For Balestier Khalsa, vice-chairman S. Thavaneson, believes the reason why the club did so badly last year was down to signing the wrong foreigners.
“The fact that my foreigners (from last season) could not even make the first eleven says it all,” he said, possibly referring to Brazilian attacker Ithamar Soares Rangel, who started only once for the Tigers between May and July last year, and Chilean midfielder Julio Eduardo, a perennial bench presence late in the season.
“The problem was that last year we decided upon our foreigners too late, so that’s why we got it done early this year.”

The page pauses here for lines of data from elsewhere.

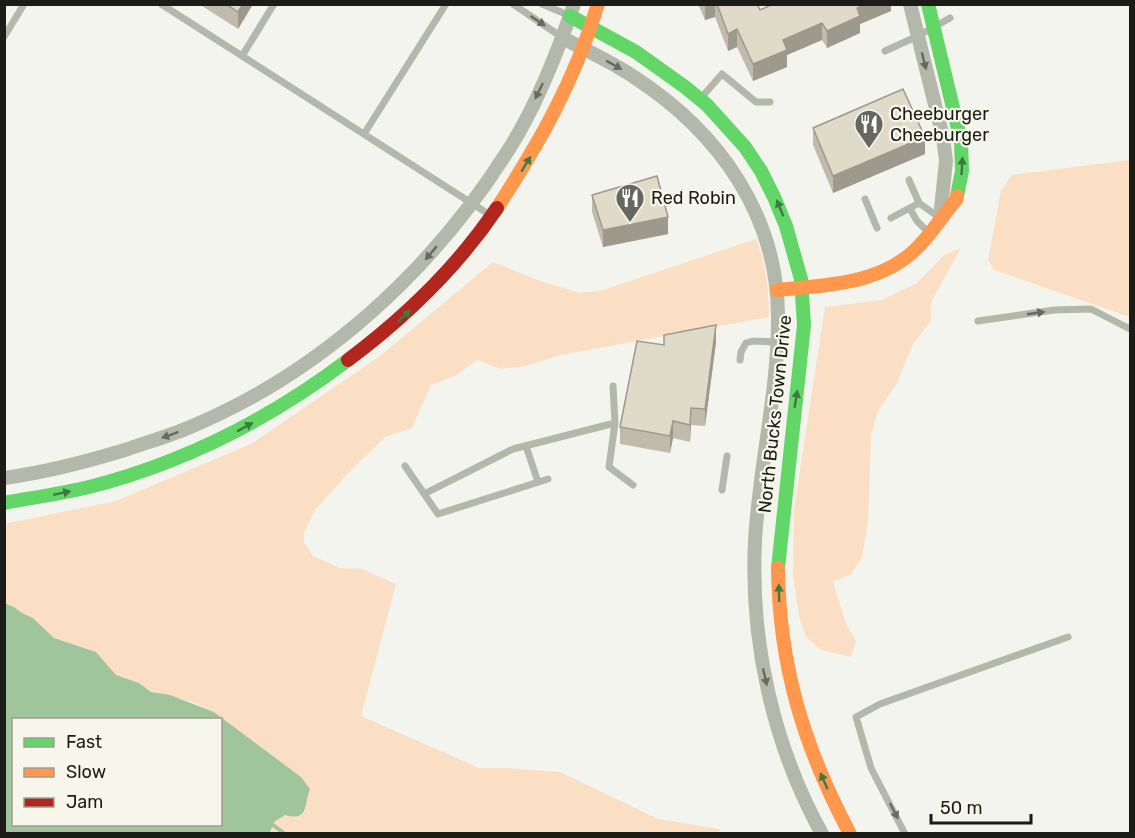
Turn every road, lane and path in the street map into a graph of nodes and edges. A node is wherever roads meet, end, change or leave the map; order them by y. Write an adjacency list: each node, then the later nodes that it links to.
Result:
1 (24, 4): 15 (lane)
2 (161, 4): 19 (lane)
3 (274, 4): 19 (lane)
4 (446, 4): 22 (lane)
5 (513, 4): 16 (lane, one-way to 16)
6 (542, 4): 10 (lane)
7 (598, 4): 12 (street)
8 (910, 4): 14 (street)
9 (928, 4): 13 (street)
10 (572, 10): 12 (street, North Bucks Town Drive); 16 (street)
11 (950, 18): 13 (lane)
12 (592, 25): 17 (street); 20 (street, North Bucks Town Drive)
13 (934, 28): 14 (lane); 30 (street, one-way to 13)
14 (918, 36): 18 (lane); 30 (street, one-way to 30)
15 (4, 37)
16 (563, 38): 17 (street, North Bucks Town Drive); 25 (street, one-way to 25)
17 (584, 49): 28 (street, one-way to 17); 34 (street, North Bucks Town Drive, one-way to 34)
18 (885, 51)
19 (242, 56): 22 (lane)
20 (700, 99): 21 (lane); 33 (street, North Bucks Town Drive, one-way to 20)
21 (770, 102)
22 (364, 134): 25 (lane)
23 (909, 180): 26 (lane)
24 (866, 199): 31 (lane)
25 (472, 202): 28 (lane); 44 (street, one-way to 44)
26 (919, 203): 27 (lane); 30 (lane)
27 (910, 210): 29 (lane); 32 (lane)
28 (491, 216): 50 (street, one-way to 28)
29 (891, 218)
30 (940, 218): 32 (street)
31 (877, 228)
32 (929, 234): 33 (street)
33 (801, 287): 34 (street); 53 (street, North Bucks Town Drive, one-way to 33)
34 (777, 290): 37 (street, North Bucks Town Drive)
35 (978, 321): 36 (lane, one-way to 36)
36 (1131, 329)
37 (777, 342): 38 (lane); 52 (street, North Bucks Town Drive, one-way to 52)
38 (740, 360)
39 (613, 386): 40 (lane)
40 (615, 423): 41 (lane); 47 (lane)
41 (526, 446): 46 (lane); 49 (lane)
42 (727, 456): 48 (lane)
43 (405, 466): 49 (lane)
44 (4, 478)
45 (548, 479): 46 (lane)
46 (538, 482): 49 (lane)
47 (633, 485)
48 (722, 490)
49 (424, 494)
50 (4, 503)
51 (1068, 637): 54 (lane, one-way to 54)
52 (822, 834)
53 (850, 834)
54 (905, 834)

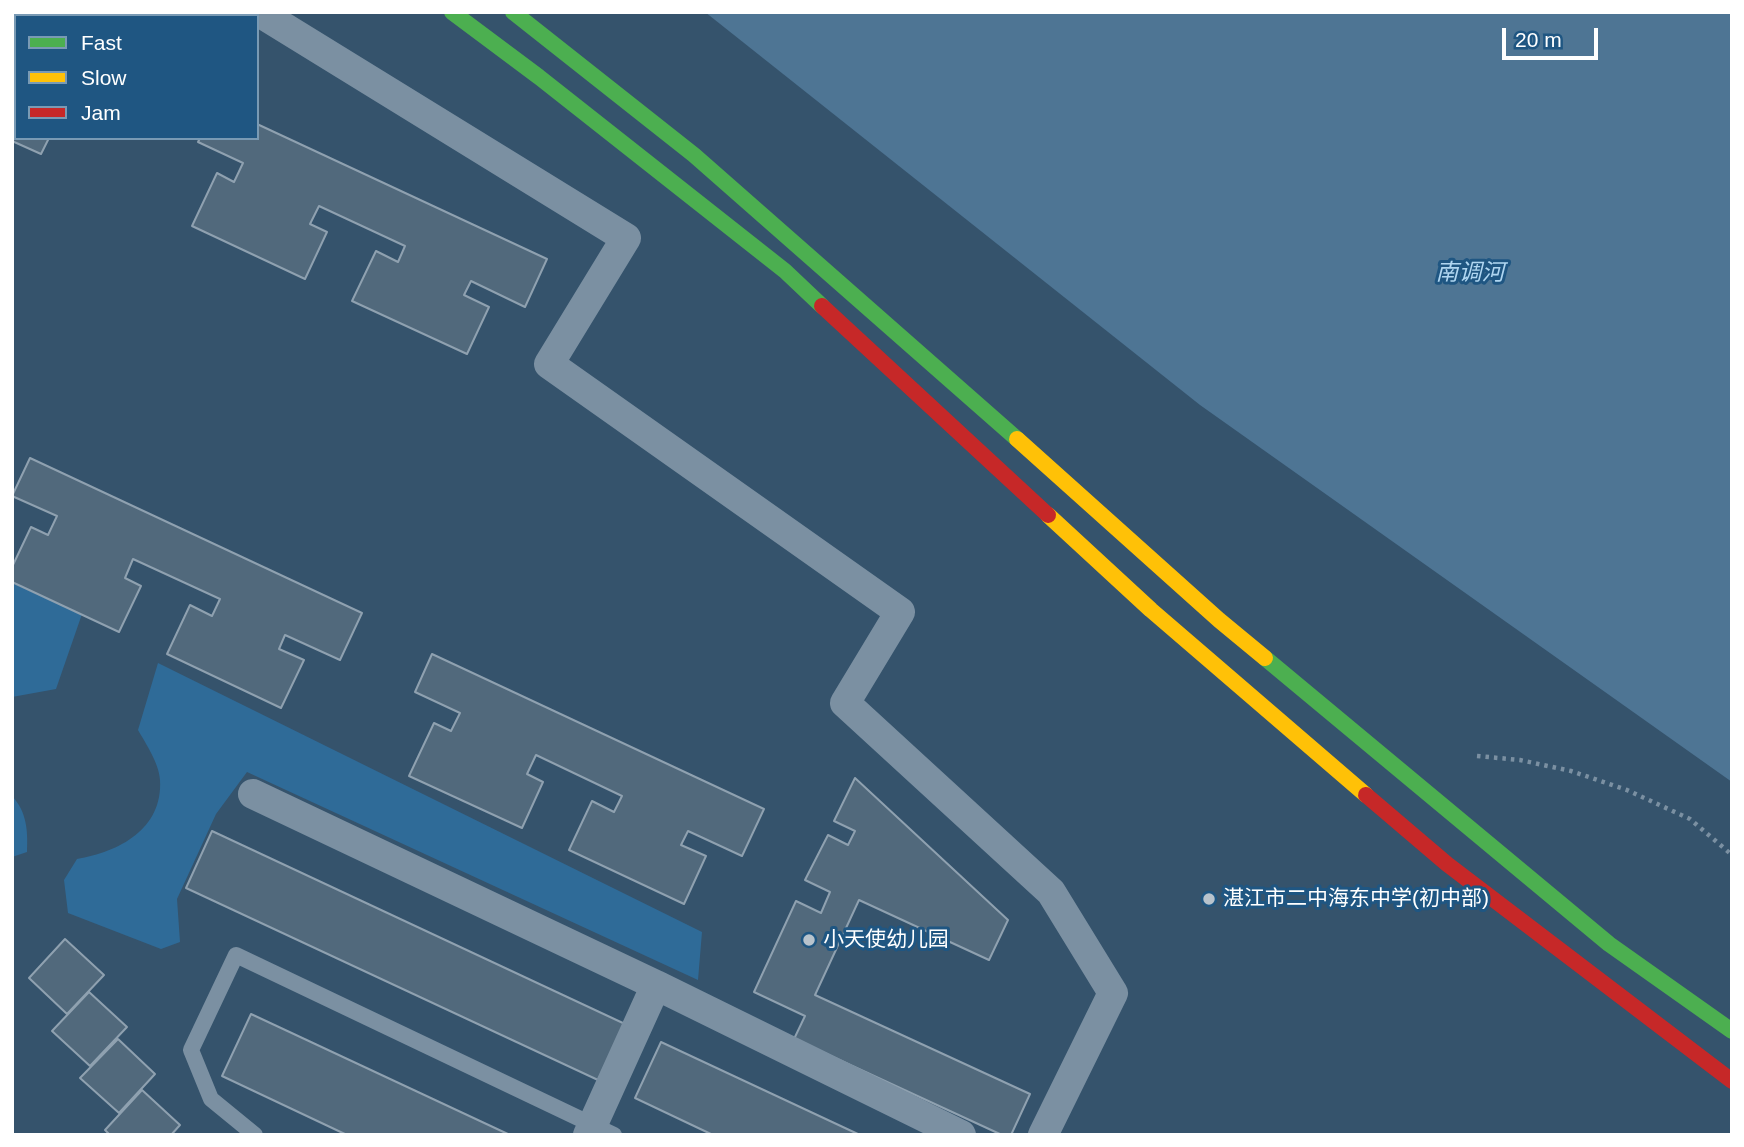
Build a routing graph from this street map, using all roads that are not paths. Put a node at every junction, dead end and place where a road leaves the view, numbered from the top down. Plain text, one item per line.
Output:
1 (259, 12) edge
2 (452, 12) edge
3 (513, 12) edge
4 (253, 794) dead end
5 (656, 985) junction
6 (1732, 1031) edge
7 (1732, 1081) edge
8 (598, 1131) edge
9 (255, 1135) edge
10 (961, 1135) edge
11 (1043, 1135) edge

1 - 11 street
2 - 7 street
3 - 6 street
4 - 5 street
5 - 8 street
5 - 10 street
8 - 9 lane

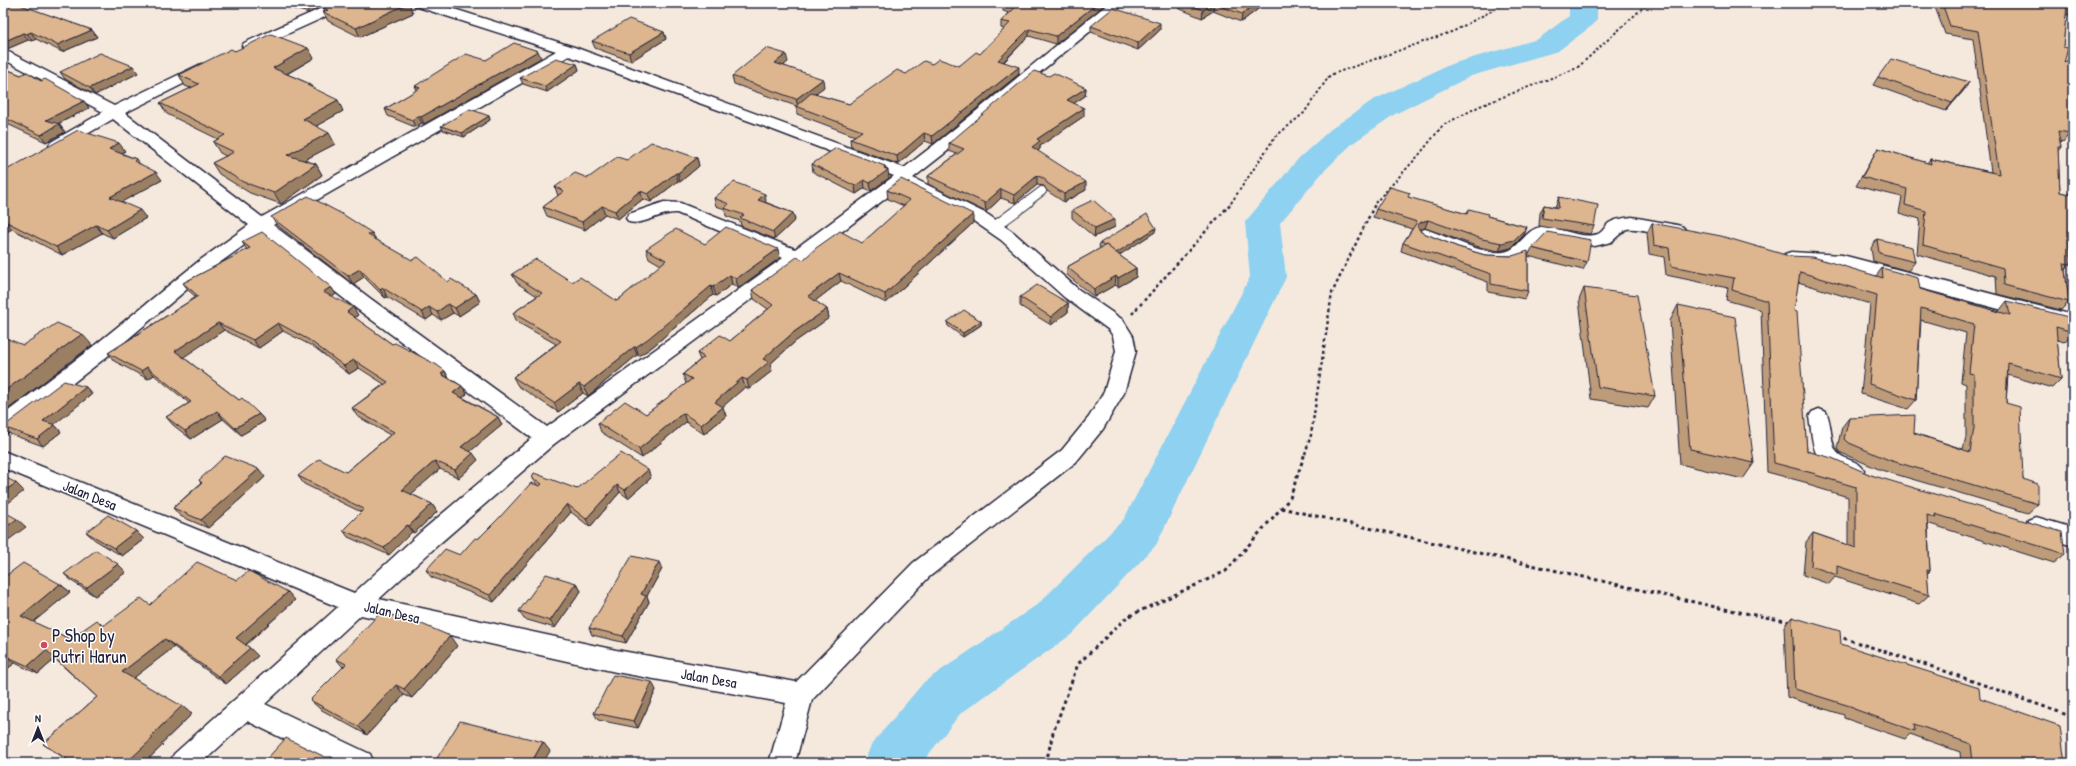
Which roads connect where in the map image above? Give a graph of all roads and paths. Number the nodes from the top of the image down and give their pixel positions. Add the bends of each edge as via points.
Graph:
1 (344, 3) edge
2 (420, 3) edge
3 (1118, 3) edge
4 (1502, 3) edge
5 (1648, 3) edge
6 (440, 5) edge
7 (569, 50) junction
8 (3, 53) edge
9 (234, 54) edge
10 (220, 60) edge
11 (114, 112) junction
12 (44, 153) edge
13 (904, 177) junction
14 (1042, 191) dead end
15 (635, 218) dead end
16 (262, 224) junction
17 (994, 227) junction
18 (1694, 234) edge
19 (1425, 235) edge
20 (1772, 255) edge
21 (797, 257) junction
22 (2073, 322) edge
23 (1118, 329) junction
24 (1819, 417) dead end
25 (3, 426) edge
26 (547, 438) junction
27 (3, 459) edge
28 (1875, 478) edge
29 (1281, 508) junction
30 (2015, 519) edge
31 (2073, 537) edge
32 (356, 604) junction
33 (1797, 624) edge
34 (1832, 635) edge
35 (801, 694) junction
36 (246, 708) junction
37 (2073, 717) edge
38 (183, 763) edge
39 (361, 763) edge
40 (782, 763) edge
41 (1046, 763) edge

1 - 9 street
2 - 6 street
3 - 13 street
4 - 23 path via 1496,9 1454,31 1330,75 1304,113 1275,137 1228,208
5 - 29 path via 1577,68 1480,106 1443,125 1419,155 1377,199 1332,293 1311,434 1290,498
6 - 7 street
7 - 13 street via 834,146
7 - 16 street
8 - 11 street
10 - 11 street
11 - 12 street
11 - 16 street
13 - 17 street
13 - 21 street
14 - 17 lane
15 - 21 street via 664,207 680,208
16 - 25 street via 205,265 102,350
16 - 26 street via 370,309
17 - 23 street
18 - 19 street via 1637,223 1618,225 1611,235 1593,241 1540,233 1525,250 1505,259 1488,256
20 - 22 street via 1842,261
21 - 26 street
23 - 35 street via 1123,336 1126,351 1114,393 1096,422 1069,456 921,570 892,597 855,640
24 - 28 street via 1826,454 1840,465
26 - 32 street
27 - 32 street, Jalan Desa
29 - 33 path
29 - 41 path via 1226,571 1127,617 1078,664 1053,733
30 - 31 street
32 - 35 street, Jalan Desa via 616,661
32 - 36 street
34 - 37 path via 1940,669
35 - 40 street
36 - 38 street
36 - 39 street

All four foreigners from 2009 have since left, and the club had moved quickly to sign their replacements. Defenders Daniel Hammond and Paul Cunningham were recruited from Woodlands Wellington and Australia’s Sorrento FC, respectively, as early as December.
Brazilian strikers Rivaldo Costa and Vitor Borges de Souza were signed from Brazilian clubs Esporte Clube Tupy and Sao Jose, and although the pair only arrived in Singapore in mid-January, Thavaneson said the decision to sign them was made much earlier.
The club are so certain that they’ve gotten the right players this time round, that two of them will even have leadership roles within the team, despite being new to the squad. Briton Hammond has been named club captain for 2010, while New Zealander Cunningham will be the vice-captain.
“I’m feeling good, very pleased,” said Hammond.
“We’ve had a good pre-season, and I’ve been captain for a couple of games already. I like to organize, and I’m a strong talker, so I think I can do the job.”
Hammond arrives in Toa Payoh together with two team-mates from the Woodlands team of last season. Goalkeeper Ahmadulhaq Che Omar and midfielder Kamal Nasir have also joined him in making the trip from up north, and Hammond said that knowing some of the club’s current players has helped him to unite the team fairly swiftly.
He said: “We are all very close; it’s only been five weeks, but we’re like brothers. We’ve gelled very quickly, and we always makan (‘eat’ in Malay) after training at the Fork & Spoon outlet nearby!”
Cunningham, meanwhile, was aware of the club’s issues with its foreign players last year, and hopes to be more successful than his predecessors.
Describing Hammond and himself as “strong, hard-nosed defenders”, he said: “Talking to some of the local lads who were here last season, locally they felt their team matched the other teams. It was the foreigners who didn’t do the job, so hopefully, we’ll help the club be more consistent.”
The defensive pair have also been impressed at what they have seen so far of the Brazilian forwards in training, and believe that the two will give opposition defences some problems with their physical game.
Hammond said: “I’ve played against Rivaldo when he was at Geylang (in 2008) and he is strong and powerful. Vitor is very big for his age, very strong. They’re both good players, very physical.”
Balestier coach Nasaruddin Jalil was particularly excited at the prospect of throwing the 21-year-old Borges – who stands at a strapping 1.85m and tips the scales at 87kg – into action against S.League defences.
“Vitor is a strong targetman,” Nasaruddin said. “We have not had that kind of striker since Paul (Bekombo Ekollo) two years ago.
“Last year, we were conceding goals from free kicks, corners – we were helpless,” he added.
“This year, we will not only look to defend well in those situations, but also capitalize on them, something we didn’t do often last year.”